About this exercise:
With pictures removed, the data below should be returned exactly.

Record excerpts:
——————
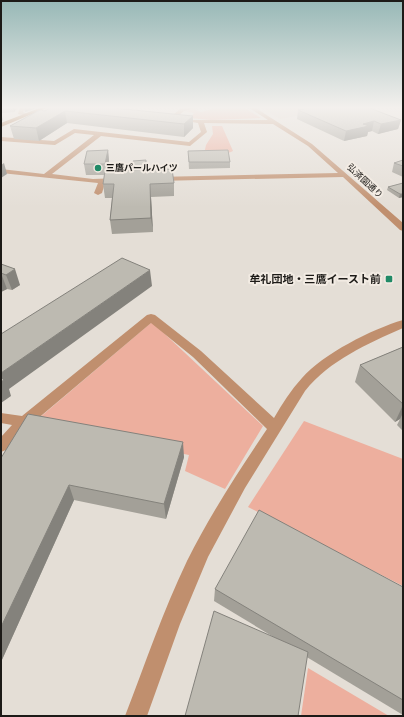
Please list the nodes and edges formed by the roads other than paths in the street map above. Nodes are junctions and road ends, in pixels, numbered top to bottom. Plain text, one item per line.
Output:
1 (21, 140) edge
2 (59, 140) edge
3 (91, 140) edge
4 (158, 140) edge
5 (194, 140) edge
6 (303, 140) edge
7 (1, 171) edge
8 (47, 175) junction
9 (345, 175) junction
10 (147, 179) edge
11 (126, 180) edge
12 (102, 181) junction
13 (98, 193) dead end
14 (403, 228) edge
15 (403, 324) edge
16 (1, 418) edge
17 (24, 422) junction
18 (275, 428) junction
19 (1, 446) edge
20 (136, 716) edge

1 - 2 street
3 - 8 street
4 - 5 street
6 - 9 street, 弘済園通り
7 - 8 street
8 - 12 street
9 - 10 street
9 - 14 street, 弘済園通り
11 - 12 street
12 - 13 street
15 - 18 street
16 - 17 street
17 - 18 street
17 - 19 street
18 - 20 street

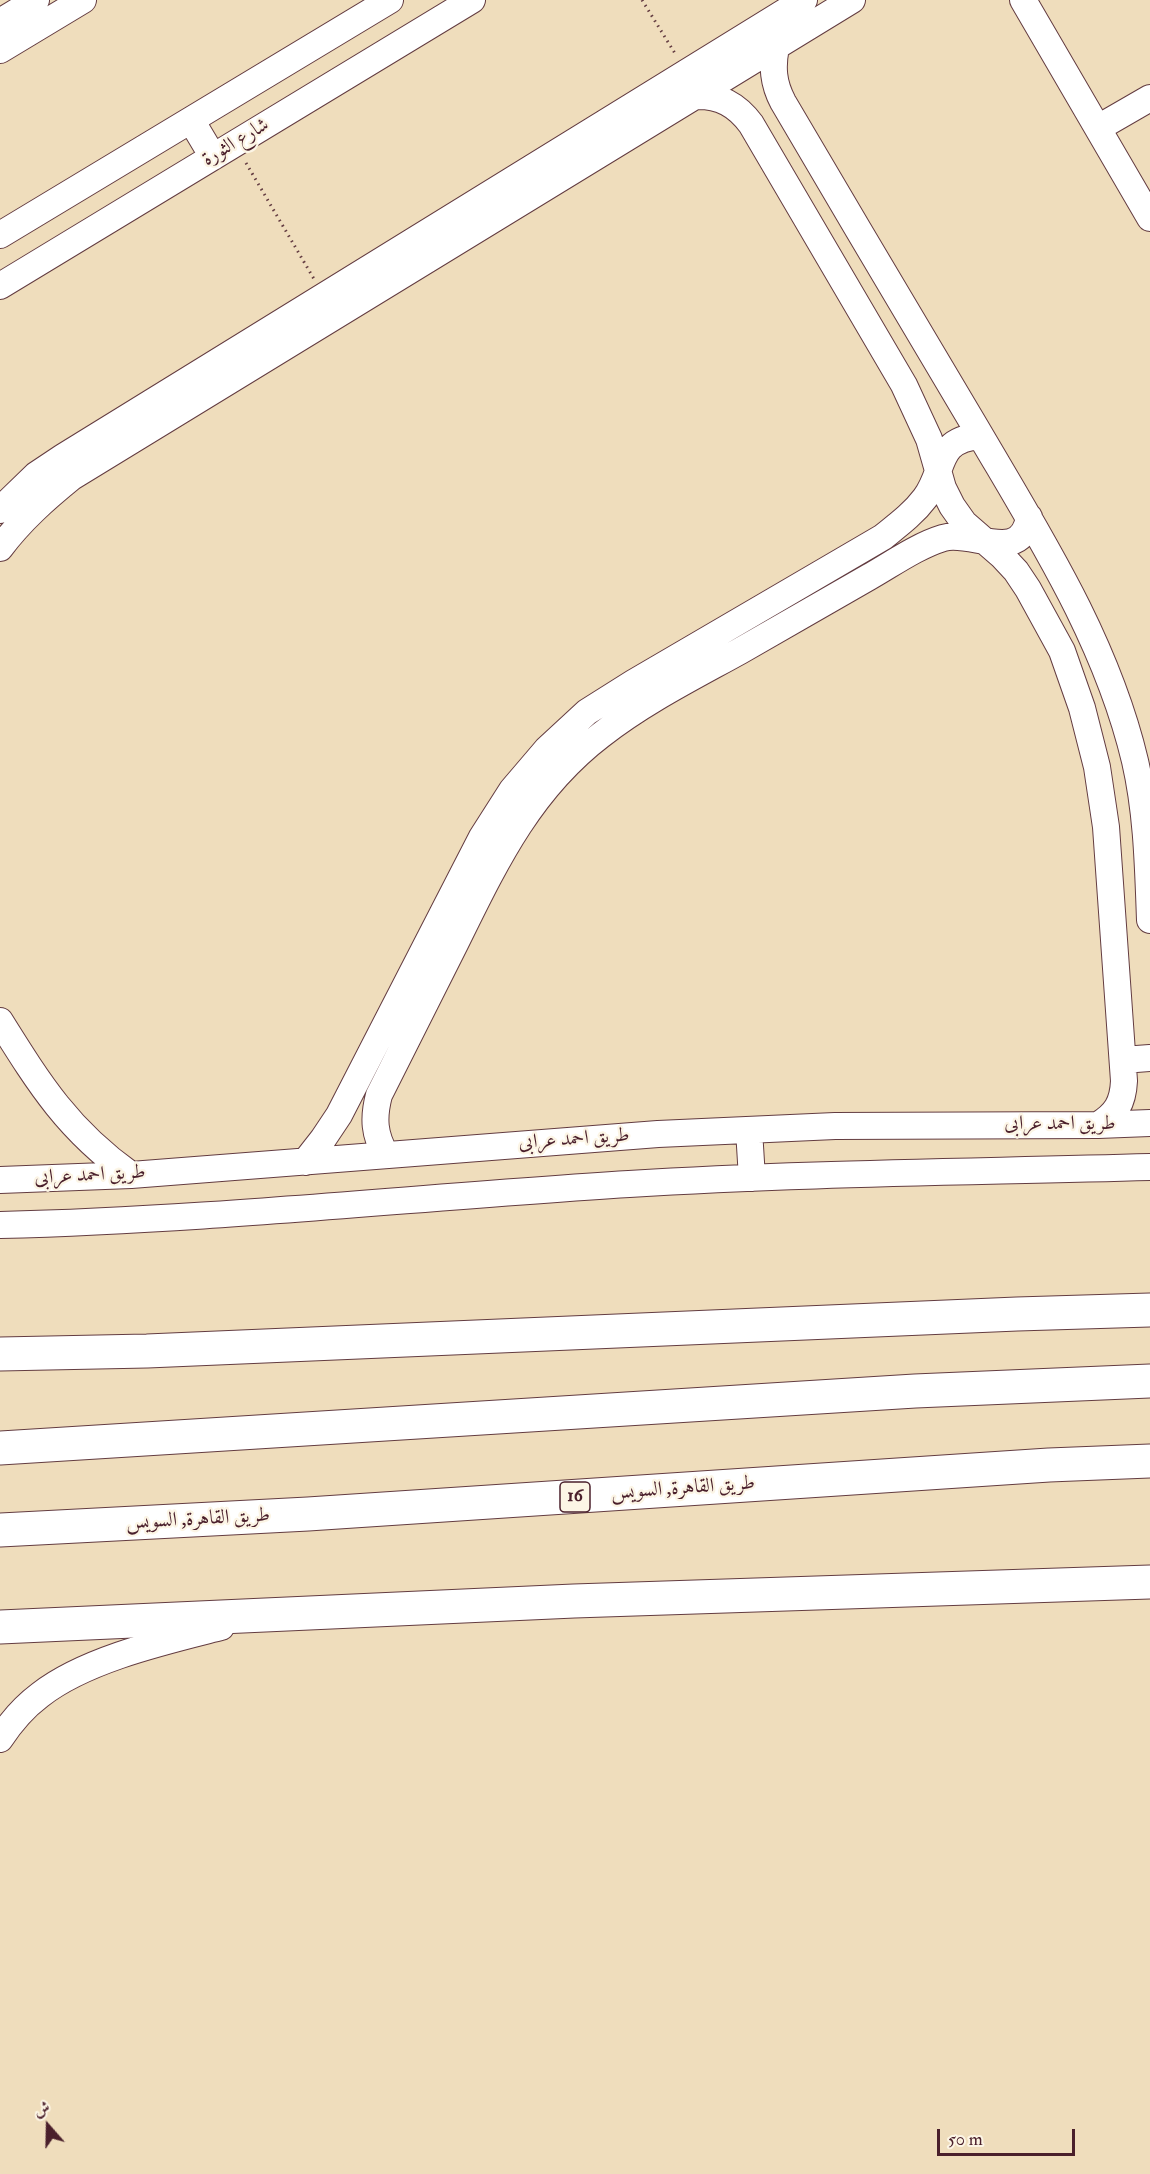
——————
Answer to the problem:
Please list the nodes and edges formed by the roads other than paths in the street map above. Nodes are junctions and road ends, in pixels, numbered top to bottom. Plain text, one item per line.
Output:
1 (21, 140) edge
2 (59, 140) edge
3 (91, 140) edge
4 (158, 140) edge
5 (194, 140) edge
6 (303, 140) edge
7 (1, 171) edge
8 (47, 175) junction
9 (345, 175) junction
10 (147, 179) edge
11 (126, 180) edge
12 (102, 181) junction
13 (98, 193) dead end
14 (403, 228) edge
15 (403, 324) edge
16 (1, 418) edge
17 (24, 422) junction
18 (275, 428) junction
19 (1, 446) edge
20 (136, 716) edge

1 - 2 street
3 - 8 street
4 - 5 street
6 - 9 street, 弘済園通り
7 - 8 street
8 - 12 street
9 - 10 street
9 - 14 street, 弘済園通り
11 - 12 street
12 - 13 street
15 - 18 street
16 - 17 street
17 - 18 street
17 - 19 street
18 - 20 street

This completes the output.